Scan the entries that follow and work out how many lines contain "down". Give the number and nothing else.
── DATA EXCERPTS ──
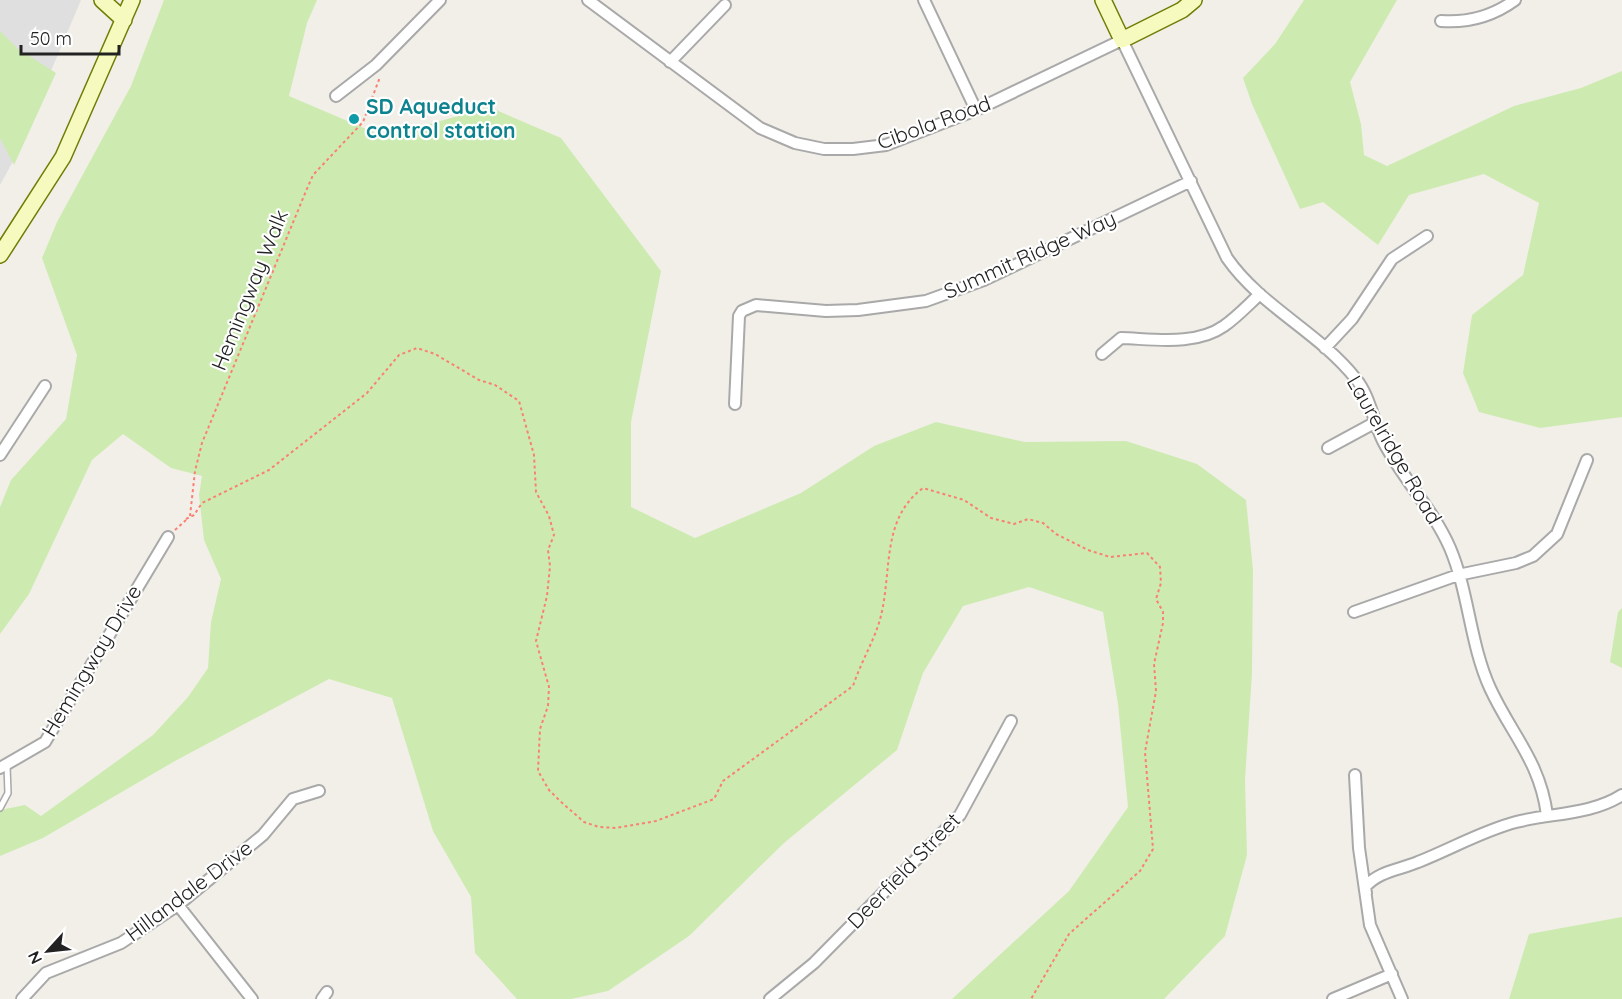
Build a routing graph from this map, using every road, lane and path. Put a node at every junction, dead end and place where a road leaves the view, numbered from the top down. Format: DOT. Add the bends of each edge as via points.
graph roads {
  1 [pos="102,0"];
  2 [pos="132,0"];
  3 [pos="440,0"];
  4 [pos="588,0"];
  5 [pos="924,0"];
  6 [pos="1103,0"];
  7 [pos="1194,0"];
  8 [pos="1515,0"];
  9 [pos="725,5"];
  10 [pos="124,20"];
  11 [pos="1441,21"];
  12 [pos="1122,40"];
  13 [pos="670,62"];
  14 [pos="372,68"];
  15 [pos="336,96"];
  16 [pos="976,110"];
  17 [pos="1191,181"];
  18 [pos="1426,236"];
  19 [pos="0,255"];
  20 [pos="1260,294"];
  21 [pos="1325,348"];
  22 [pos="1102,354"];
  23 [pos="45,386"];
  24 [pos="735,404"];
  25 [pos="1376,422"];
  26 [pos="1328,448"];
  27 [pos="0,455"];
  28 [pos="1587,460"];
  29 [pos="186,519"];
  30 [pos="168,537"];
  31 [pos="1458,575"];
  32 [pos="1354,612"];
  33 [pos="1011,721"];
  34 [pos="3,767"];
  35 [pos="1355,775"];
  36 [pos="319,791"];
  37 [pos="1622,795"];
  38 [pos="0,808"];
  39 [pos="1547,815"];
  40 [pos="1366,893"];
  41 [pos="178,905"];
  42 [pos="1392,974"];
  43 [pos="22,999"];
  44 [pos="252,999"];
  45 [pos="770,999"];
  46 [pos="1031,999"];
  47 [pos="1333,999"];
  48 [pos="1402,999"];
  1 -- 10 [label="main road"];
  2 -- 10 [label="main road"];
  3 -- 14 [label="street"];
  4 -- 13 [label="street, Cibola Road"];
  5 -- 16 [label="street"];
  6 -- 12 [label="main road, Laurelridge Road"];
  7 -- 12 [label="main road, Cibola Road"];
  8 -- 11 [label="street" via="1493,13 1462,22"];
  9 -- 13 [label="street"];
  10 -- 19 [label="main road" via="63,157"];
  12 -- 16 [label="street, Cibola Road"];
  12 -- 17 [label="street, Laurelridge Road"];
  13 -- 16 [label="street, Cibola Road" via="760,128 795,143 824,148 886,145"];
  14 -- 15 [label="street"];
  14 -- 29 [label="path, Hemingway Walk" via="381,78 369,110 354,134 313,175 272,269 202,443 192,511"];
  17 -- 20 [label="street, Laurelridge Road" via="1227,258 1242,279"];
  17 -- 24 [label="street, Summit Ridge Way" via="984,280 926,301 847,311 756,305 739,316"];
  18 -- 21 [label="street" via="1392,259 1352,319"];
  20 -- 21 [label="street, Laurelridge Road"];
  20 -- 22 [label="street" via="1223,327 1207,335 1184,339 1121,338"];
  21 -- 25 [label="street, Laurelridge Road" via="1356,379"];
  23 -- 27 [label="street"];
  25 -- 26 [label="street"];
  25 -- 31 [label="street, Laurelridge Road" via="1384,442 1431,511 1451,549"];
  28 -- 31 [label="street" via="1557,534 1547,545 1516,563"];
  29 -- 30 [label="path, Hemingway Walk"];
  29 -- 46 [label="path" via="202,503 268,470 367,393 399,355 417,348 495,385 519,401 534,455 536,492 554,535 548,550 547,596 536,641 549,687 548,706 540,729 538,771 549,790 584,822 616,828 656,821 714,799 723,781 853,686 878,627 892,533 902,509 923,488 964,500 991,518 1014,524 1028,519 1043,522 1056,534 1110,557 1147,553 1160,567 1161,584 1156,599 1163,612 1154,664 1156,691 1145,752 1153,849 1140,871 1069,934"];
  30 -- 34 [label="street, Hemingway Drive" via="45,742"];
  31 -- 32 [label="street"];
  31 -- 39 [label="street, Laurelridge Road" via="1479,660 1491,690 1533,761"];
  33 -- 45 [label="street, Deerfield Street" via="960,815 814,963"];
  34 -- 38 [label="lane" via="8,793"];
  35 -- 40 [label="street"];
  36 -- 41 [label="street, Hillandale Drive" via="293,799 263,835"];
  37 -- 39 [label="street" via="1607,805"];
  39 -- 40 [label="street" via="1514,822 1375,876 1365,887"];
  40 -- 42 [label="street" via="1370,926"];
  41 -- 43 [label="street, Hillandale Drive" via="121,943 46,974"];
  41 -- 44 [label="street"];
  42 -- 47 [label="street"];
  42 -- 48 [label="street"];
}
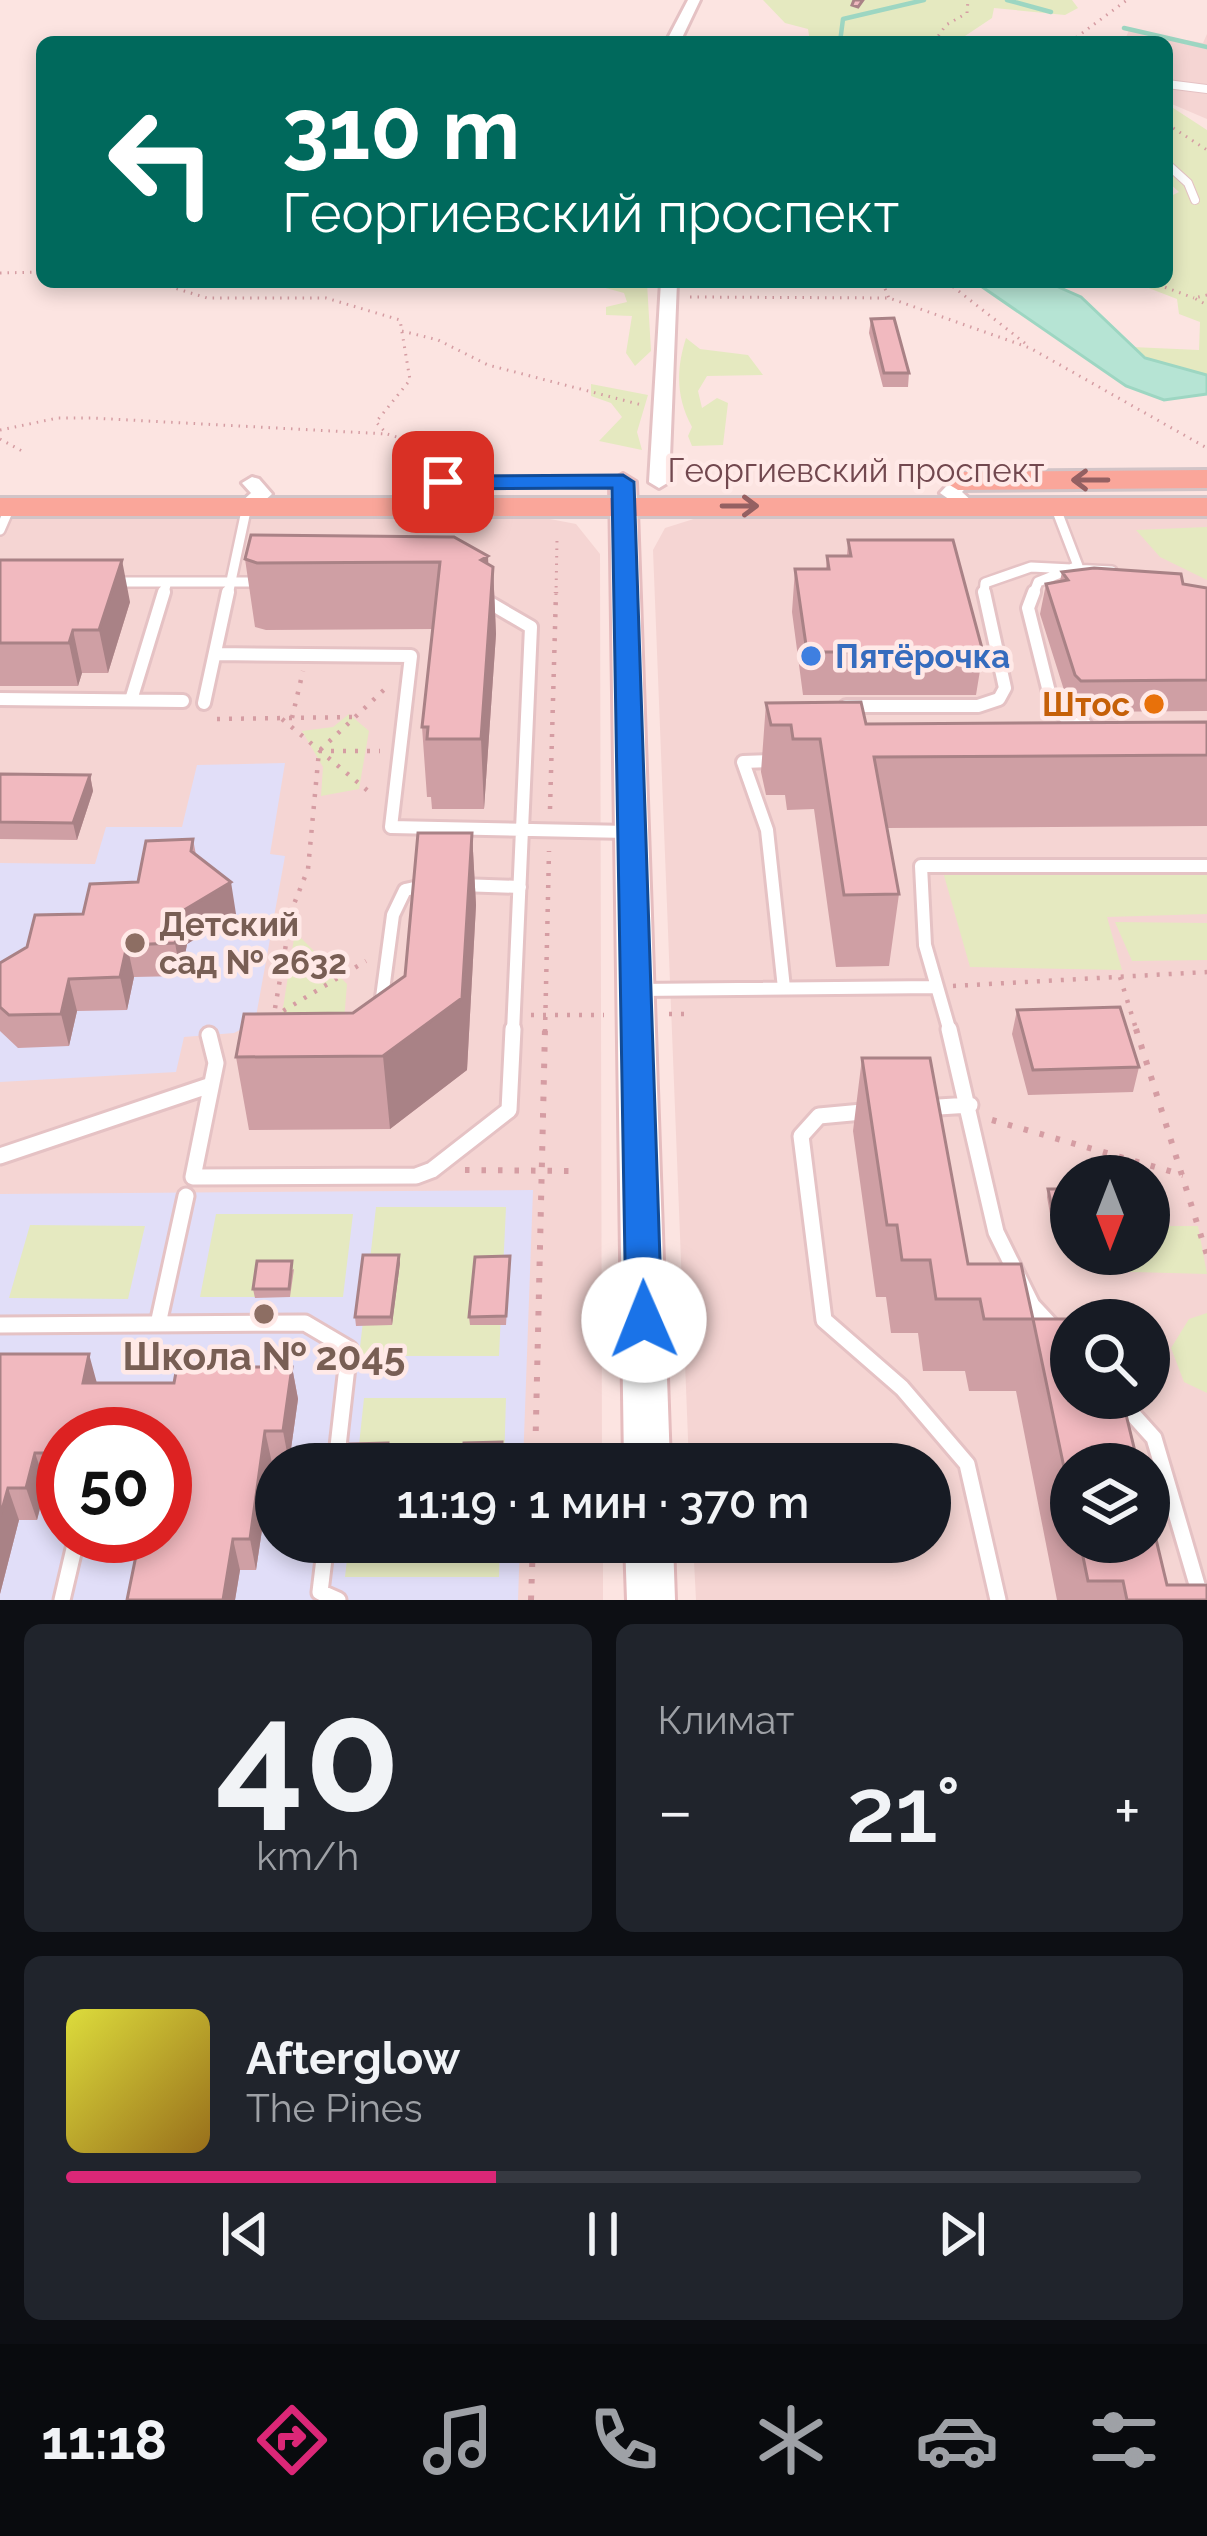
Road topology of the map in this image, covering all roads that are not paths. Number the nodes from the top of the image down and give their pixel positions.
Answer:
1 (694, 0) edge
2 (676, 36) edge
3 (1173, 84) edge
4 (1207, 89) edge
5 (1173, 169) edge
6 (1196, 200) dead end
7 (669, 289) edge
8 (1207, 479) edge
9 (659, 482) junction
10 (964, 493) junction
11 (249, 494) junction
12 (623, 494) junction
13 (1054, 506) junction
14 (3, 507) edge
15 (1207, 507) edge
16 (1078, 566) junction
17 (1135, 574) edge
18 (95, 582) edge
19 (167, 582) junction
20 (230, 582) junction
21 (274, 582) edge
22 (472, 593) edge
23 (215, 654) junction
24 (0, 699) edge
25 (131, 700) junction
26 (182, 701) dead end
27 (203, 703) dead end
28 (838, 706) edge
29 (1094, 724) edge
30 (790, 761) edge
31 (522, 830) junction
32 (632, 832) junction
33 (1207, 866) edge
34 (520, 887) junction
35 (936, 986) junction
36 (784, 988) junction
37 (636, 990) junction
38 (379, 1019) edge
39 (208, 1035) dead end
40 (216, 1057) junction
41 (233, 1062) edge
42 (212, 1085) junction
43 (971, 1110) junction
44 (0, 1156) edge
45 (186, 1196) dead end
46 (158, 1324) junction
47 (1050, 1324) edge
48 (0, 1325) edge
49 (1137, 1419) edge
50 (338, 1443) edge
51 (647, 1443) edge
52 (71, 1563) edge
53 (326, 1563) edge
54 (650, 1563) edge
55 (1207, 1592) edge
56 (326, 1597) edge
57 (62, 1600) edge
58 (651, 1600) edge
59 (998, 1600) edge

1 - 2 street
3 - 4 lane
5 - 6 lane
7 - 9 street
8 -> 10 main road, Георгиевский проспект
9 - 10 main road, Георгиевский проспект
9 - 12 main road, Георгиевский проспект
12 -> 10 main road, Георгиевский проспект
10 - 13 main road, Георгиевский проспект
11 - 12 main road, Георгиевский проспект
11 - 14 main road, Георгиевский проспект
11 - 20 lane
12 - 32 main road
13 - 15 main road, Георгиевский проспект
13 - 16 lane
16 - 17 lane
16 - 28 lane
16 - 29 lane
18 - 19 lane
19 - 20 lane
19 - 25 lane
20 - 21 lane
20 - 23 lane
22 - 31 lane
23 - 27 lane
23 - 31 lane
24 - 25 lane
25 - 26 lane
30 - 36 lane
31 - 32 lane
31 - 34 lane
32 - 37 main road
33 - 35 lane
34 - 38 lane
34 - 42 lane
35 - 36 lane
35 - 43 lane
36 - 37 lane
37 - 51 main road
39 - 40 lane
40 - 41 lane
40 - 42 lane
42 - 44 lane
43 - 47 lane
43 - 59 lane
45 - 46 lane
46 - 48 lane
46 - 50 lane
49 - 55 lane
52 - 57 lane
53 - 56 lane
54 - 58 main road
───
EXPECTED ANSWER
2